O CFC atinge a Antártida porque os gases CFC sobem para camadas mais altas da atmosfera, que são mais frias. Ali, a temperatura média é ainda inferior à da região ártica. Sob essas condições, o CFC acaba reagindo com as nuvens na altura da camada de ozônio, danificando-a.

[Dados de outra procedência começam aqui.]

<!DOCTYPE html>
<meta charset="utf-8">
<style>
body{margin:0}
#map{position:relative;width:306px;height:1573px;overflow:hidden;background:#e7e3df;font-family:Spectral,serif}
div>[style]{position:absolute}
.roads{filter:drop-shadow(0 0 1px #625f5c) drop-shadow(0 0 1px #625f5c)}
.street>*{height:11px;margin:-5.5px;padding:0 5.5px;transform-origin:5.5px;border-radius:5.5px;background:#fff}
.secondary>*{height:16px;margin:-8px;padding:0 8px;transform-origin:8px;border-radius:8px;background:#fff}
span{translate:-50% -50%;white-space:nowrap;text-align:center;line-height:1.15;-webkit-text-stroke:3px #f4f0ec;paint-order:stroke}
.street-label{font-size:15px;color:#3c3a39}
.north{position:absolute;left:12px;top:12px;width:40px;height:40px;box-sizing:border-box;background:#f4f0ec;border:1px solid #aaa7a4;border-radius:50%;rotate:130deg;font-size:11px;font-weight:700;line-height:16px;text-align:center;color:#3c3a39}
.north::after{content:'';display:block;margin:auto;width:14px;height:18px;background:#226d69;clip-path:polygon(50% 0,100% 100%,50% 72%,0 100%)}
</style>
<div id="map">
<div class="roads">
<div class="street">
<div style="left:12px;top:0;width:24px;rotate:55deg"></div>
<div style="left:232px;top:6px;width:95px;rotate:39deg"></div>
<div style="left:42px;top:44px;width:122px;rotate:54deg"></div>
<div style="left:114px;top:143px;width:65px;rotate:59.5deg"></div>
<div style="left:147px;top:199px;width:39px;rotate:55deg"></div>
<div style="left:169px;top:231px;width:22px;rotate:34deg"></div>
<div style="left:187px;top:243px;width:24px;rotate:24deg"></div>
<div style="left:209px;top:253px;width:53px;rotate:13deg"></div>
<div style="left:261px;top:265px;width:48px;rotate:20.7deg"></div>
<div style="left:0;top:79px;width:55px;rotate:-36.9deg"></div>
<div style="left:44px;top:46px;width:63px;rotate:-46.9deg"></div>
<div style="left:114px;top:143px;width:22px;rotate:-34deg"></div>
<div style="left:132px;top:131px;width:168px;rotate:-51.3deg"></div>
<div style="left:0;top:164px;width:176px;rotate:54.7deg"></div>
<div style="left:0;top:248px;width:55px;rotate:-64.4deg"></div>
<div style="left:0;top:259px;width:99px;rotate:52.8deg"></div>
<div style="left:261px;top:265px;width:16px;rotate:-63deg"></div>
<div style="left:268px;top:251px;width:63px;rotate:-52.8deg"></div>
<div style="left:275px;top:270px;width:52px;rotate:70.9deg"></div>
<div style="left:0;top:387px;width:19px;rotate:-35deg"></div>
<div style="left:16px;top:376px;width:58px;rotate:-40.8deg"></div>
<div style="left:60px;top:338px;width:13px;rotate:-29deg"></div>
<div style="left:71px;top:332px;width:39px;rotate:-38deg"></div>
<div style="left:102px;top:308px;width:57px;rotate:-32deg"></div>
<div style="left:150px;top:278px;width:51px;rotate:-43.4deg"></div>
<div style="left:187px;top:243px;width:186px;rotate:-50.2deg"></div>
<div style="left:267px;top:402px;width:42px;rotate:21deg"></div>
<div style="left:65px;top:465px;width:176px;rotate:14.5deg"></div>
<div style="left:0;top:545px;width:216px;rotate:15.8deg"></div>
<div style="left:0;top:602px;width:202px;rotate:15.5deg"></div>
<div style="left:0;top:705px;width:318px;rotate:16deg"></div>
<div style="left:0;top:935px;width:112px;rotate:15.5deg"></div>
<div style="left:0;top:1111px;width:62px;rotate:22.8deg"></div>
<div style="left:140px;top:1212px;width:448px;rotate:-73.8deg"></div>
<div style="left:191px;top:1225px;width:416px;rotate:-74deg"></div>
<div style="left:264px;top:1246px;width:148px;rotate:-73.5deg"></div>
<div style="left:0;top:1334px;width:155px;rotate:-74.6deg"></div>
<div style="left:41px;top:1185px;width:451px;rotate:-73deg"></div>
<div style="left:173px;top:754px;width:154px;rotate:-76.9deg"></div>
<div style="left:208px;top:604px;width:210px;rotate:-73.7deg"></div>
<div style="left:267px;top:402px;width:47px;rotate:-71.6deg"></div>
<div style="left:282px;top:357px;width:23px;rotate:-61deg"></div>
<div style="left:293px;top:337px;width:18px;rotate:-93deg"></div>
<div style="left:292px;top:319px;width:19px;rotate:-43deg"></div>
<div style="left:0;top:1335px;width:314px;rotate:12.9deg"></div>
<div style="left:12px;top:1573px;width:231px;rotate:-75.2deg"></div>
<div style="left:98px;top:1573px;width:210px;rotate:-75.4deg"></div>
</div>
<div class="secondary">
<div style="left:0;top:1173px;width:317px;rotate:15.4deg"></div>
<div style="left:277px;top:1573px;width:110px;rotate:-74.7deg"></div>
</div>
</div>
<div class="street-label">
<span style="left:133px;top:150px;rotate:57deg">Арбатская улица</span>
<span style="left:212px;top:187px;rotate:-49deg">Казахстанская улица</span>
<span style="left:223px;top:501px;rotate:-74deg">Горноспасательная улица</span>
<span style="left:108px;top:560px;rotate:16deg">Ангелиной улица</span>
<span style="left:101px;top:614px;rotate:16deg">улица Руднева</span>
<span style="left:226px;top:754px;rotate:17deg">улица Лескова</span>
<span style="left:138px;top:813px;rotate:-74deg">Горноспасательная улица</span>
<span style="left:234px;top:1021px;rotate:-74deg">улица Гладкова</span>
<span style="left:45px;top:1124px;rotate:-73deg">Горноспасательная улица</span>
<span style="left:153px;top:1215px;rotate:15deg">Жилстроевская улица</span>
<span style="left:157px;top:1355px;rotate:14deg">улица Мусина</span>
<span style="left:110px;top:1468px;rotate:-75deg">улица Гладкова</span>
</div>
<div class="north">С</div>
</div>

Se o processo atual continuar, calcula-se que a recuperação total ainda possa levar décadas. “Os gases CFC têm vida útil de 50 a 100 anos”, afirmou Anne Douglass, cientista de clima da Nasa, em comunicado à imprensa da agência espacial. “Com relação ao buraco do ozônio, estamos falando de 2060 a 2080. E mesmo nessa época, ainda pode haver um pequeno buraco.”

O protocolo de Montreal

Para a Nasa, está claro que a reversão é um resultado do Protocolo de Montreal, acordo internacional assinado em 1987 em que cerca de 150 países se comprometeram a trabalhar para eliminar as emissões de CFC.

“Antes do protocolo, substâncias destruidoras do ozônio estavam aumentando rapidamente. Uma vez que as regulações entraram em vigor, presenciamos sua diminuição”, afirmou Susan Strahan, cientista do clima da Nasa.

 

O Brasil foi um dos signatários do protocolo, comprometendo-se a eliminar suas emissões de CFC até o ano de 2010. Atualmente, apenas inaladores usados no tratamento de asma são fabricados com CFC no país. Antes, qualquer farmácia continha um amplo leque de produtos com o gás, como desodorantes e sprays para cabelo.

Em 2016, o especialista sênior em espumas do Pnud (Programa das Nações Unidas para o Desenvolvimento), Miguel Quintero, disse que o Brasil era um modelo para a América Latina em seu cumprimento do Protocolo de Montreal.

Décadas de gases CFC

Grande vilão no ataque à camada de ozônio, os clorofluorcarbonos (ou CFCs) são compostos orgânicos que contêm carbono, cloro e flúor, produzidos como derivados voláteis dos gases metano e etano.

Esses gases foram sintetizados pela primeira vez nos Estados Unidos em 1928. Rapidamente, foram adotados pela indústria por seu baixo preço, facilidade de armazenamento e multiplicidade de aplicações.

Fabricantes de ar condicionado e refrigeradores adotaram o CFC, assim como indústrias de produtos vendidos em latas de aerossol. Cinco décadas depois do nascimento do CFC, pesquisas científicas começaram a indicar que ele seria o principal responsável pela destruição da película de ozônio na atmosfera, até então.

A camada de ozônio circunda a Terra em altitudes de 15 a 50 quilômetros. Ela é responsável por absorver parte significativa dos raios ultravioletas emitidos pelo Sol em direção ao planeta.

Sem o filtro de ozônio, a radiação pode prejudicar a saúde humana, aumentando a propensão ao câncer de pele, além de prejudicar a biodiversidade e a produção agrícola.

Escalada do óxido nitroso

Estudos dos últimos dez anos, entretanto, sugerem que outro gás, o óxido nitroso (também conhecido como “gás do riso”), pode hoje ser a principal ameaça gasosa à película de ozônio. Sua produção tem aumentado a cada ano. Informes divulgados durante a 19ª Conferência das Nações Unidas sobre o Clima (COP 19), realizada na Polônia em novembro de 2013, indicavam que a concentração desse gás na atmosfera poderia aumentar 83% até 2050.

O óxido nitroso é capaz de capturar calor e contribui para o efeito estufa. As maiores emissões de óxido nitroso vêm de estações de tratamento de esgoto e de fertilizantes usados na indústria agrícola. Ainda não há nenhuma regulação sobre ele em vigor.